Rebuild executive director Kira Strong said planning meetings between community members and designers needed to be moved online or to outside sites, which also hampered progress.
But she said design and construction work continued nonetheless, with nine sites completed, nine more under construction and 42 in the design and community engagement phase. 12 others have not yet started. The city council has approved 72 projects and $ 219 million has been spent or committed so far.
“We want the end result in every neighborhood to be the center that people want, not [just] the center that the city has given them, and it takes time. It takes energy, and you have to pay attention to the details, and that’s what we did, ”Kenney said. “I want people to understand that we’re still there and we’re still moving forward. “
Rebuild is also meeting its diversity goals, awarding 45% of contract dollars to minority-owned businesses and 23% to women-owned businesses, officials said. Forty-six percent of contractors’ hours of work on projects were done by women and people of color, they said.
Long term impact
Earlier in the week, Kenney and board member Jamie Gauthier cut the ribbon at the redeveloped Miles Mack playground in Mantua, which saw a $ 2.8 million update to its recreation center and amenities. land. On Thursday, Kenney attended Olney’s groundbreaking ceremony, a $ 2.8 million renovation at the Heitzman Leisure Center in Harrowgate and a $ 2.4 million project at the Glavin Leisure Center in Port Richmond.
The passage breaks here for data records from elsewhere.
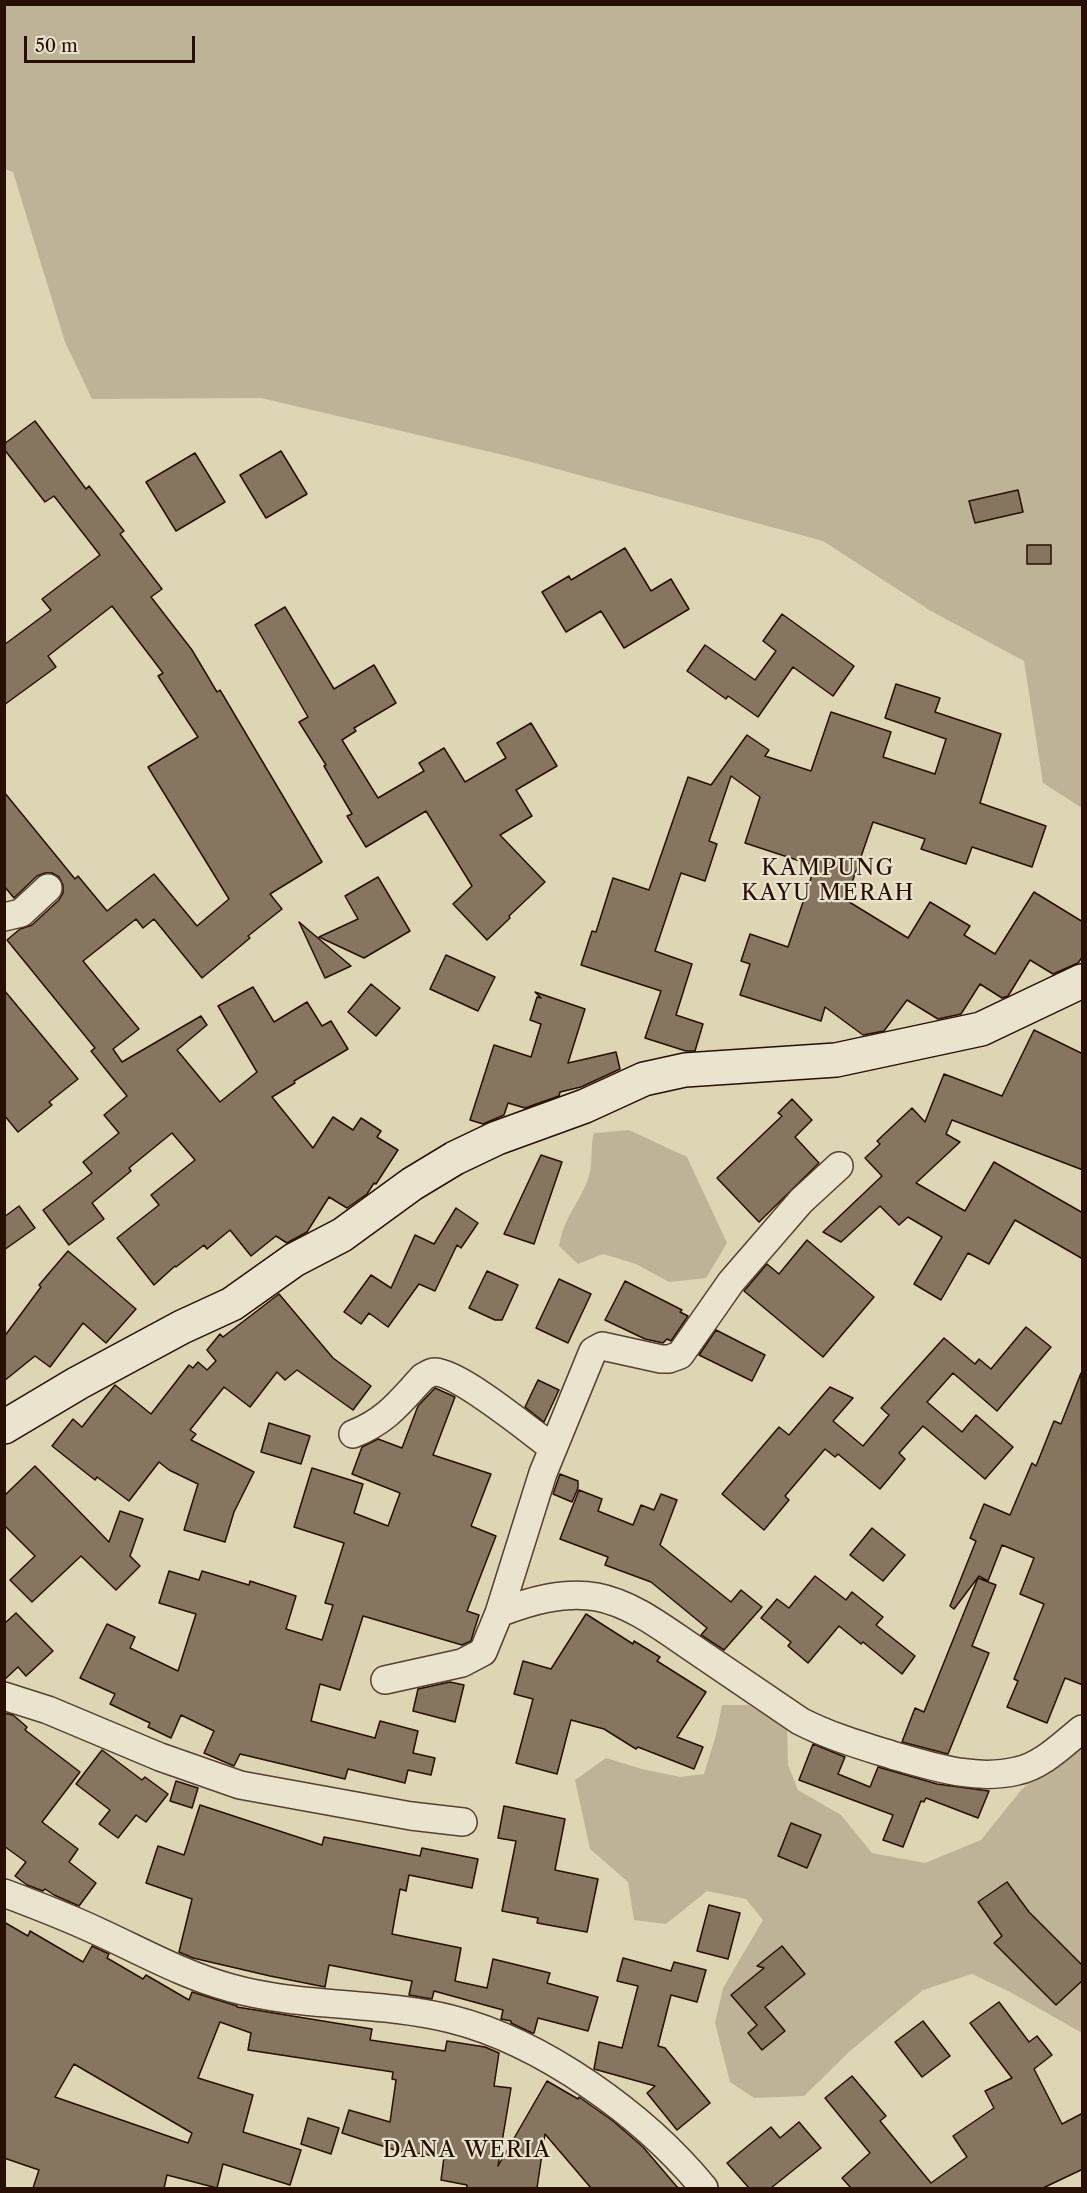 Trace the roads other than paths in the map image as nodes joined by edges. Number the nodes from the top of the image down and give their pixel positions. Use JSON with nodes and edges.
{"nodes":[{"id":1,"x":48,"y":888,"type":"dead end"},
{"id":2,"x":4,"y":917,"type":"edge"},
{"id":3,"x":1083,"y":981,"type":"edge"},
{"id":4,"x":839,"y":1166,"type":"dead end"},
{"id":5,"x":4,"y":1427,"type":"edge"},
{"id":6,"x":353,"y":1434,"type":"dead end"},
{"id":7,"x":553,"y":1448,"type":"junction"},
{"id":8,"x":499,"y":1613,"type":"junction"},
{"id":9,"x":385,"y":1680,"type":"dead end"},
{"id":10,"x":4,"y":1696,"type":"edge"},
{"id":11,"x":1083,"y":1729,"type":"edge"},
{"id":12,"x":463,"y":1822,"type":"dead end"},
{"id":13,"x":4,"y":1893,"type":"edge"},
{"id":14,"x":704,"y":2188,"type":"edge"}],
"edges":[{"from":1,"to":2,"type":"street"},
{"from":3,"to":5,"type":"main road"},
{"from":4,"to":7,"type":"street"},
{"from":6,"to":7,"type":"street"},
{"from":7,"to":8,"type":"street"},
{"from":8,"to":9,"type":"street"},
{"from":8,"to":11,"type":"street"},
{"from":10,"to":12,"type":"street"},
{"from":13,"to":14,"type":"street"}]}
At Glavin, board member Bobby Henon praised Kenney for proposing Rebuild when he was running for mayor, calling it his “legacy for years to come.” Standing in front of the site’s main building, with its distinctive steeply pitched roof, Henon emphasized the central place of recreation centers and parks in the community fabric.
“How exciting it is to finally have resources to put into a hugely used playground,” he said. “You have a playground that has so much history and in such a densely populated area where families have chosen to stay – families have decided to go out and use its open spaces, use its play equipment and its leisure center and its programs. “
Lacey Dugan, who lives nearby, watched the speeches with her husband while holding her 4-month-old son on her shoulder and watching her 3-year-old wander the worn out surface of the playground.
“He comes here all the time, as much as we can,” she said. “He loves swings. He would sit on the swings for hours if he could. He runs everywhere, brings his toys.
Young girl then teenager, said Dugan, she went to Glavin “all the time” to shoot hoops or play “lemon crush” on a big slide that is long gone. She did Girl Scouts, karate lessons and tumbling in the recreation center, and visited the haunted house on Halloween.
“We want to be here for years to come,” she said. “Fixing it would be great for the kids, so they can enjoy it more.”
A design led by the Pennsylvania Horticultural Society will bring Glavin new playgrounds, trees, a spray field and shaded seating area, as well as new heating and cooling systems for the building and a wheelchair accessible washroom .
Kenney said others would decide if Rebuild was his legacy, but added that he expected the program to continue renovating parks and libraries for years after he left office in January 2024. He it would be “stupid” for a future mayor to put an end to soda. tax, he said, because it provides another stream of funding for the “good things” the city needs.
The mayor noted that the 1.5 cent per ounce tax also funds pre-K programs and the community schools program, which provides social services to public school campuses. Critics say the tax has resulted in job losses in retail, bottling plants and trucking, while a recent Rutgers University study found the tax created 800 to 1,350 jobs by funding child care and allowing more low-income parents to work.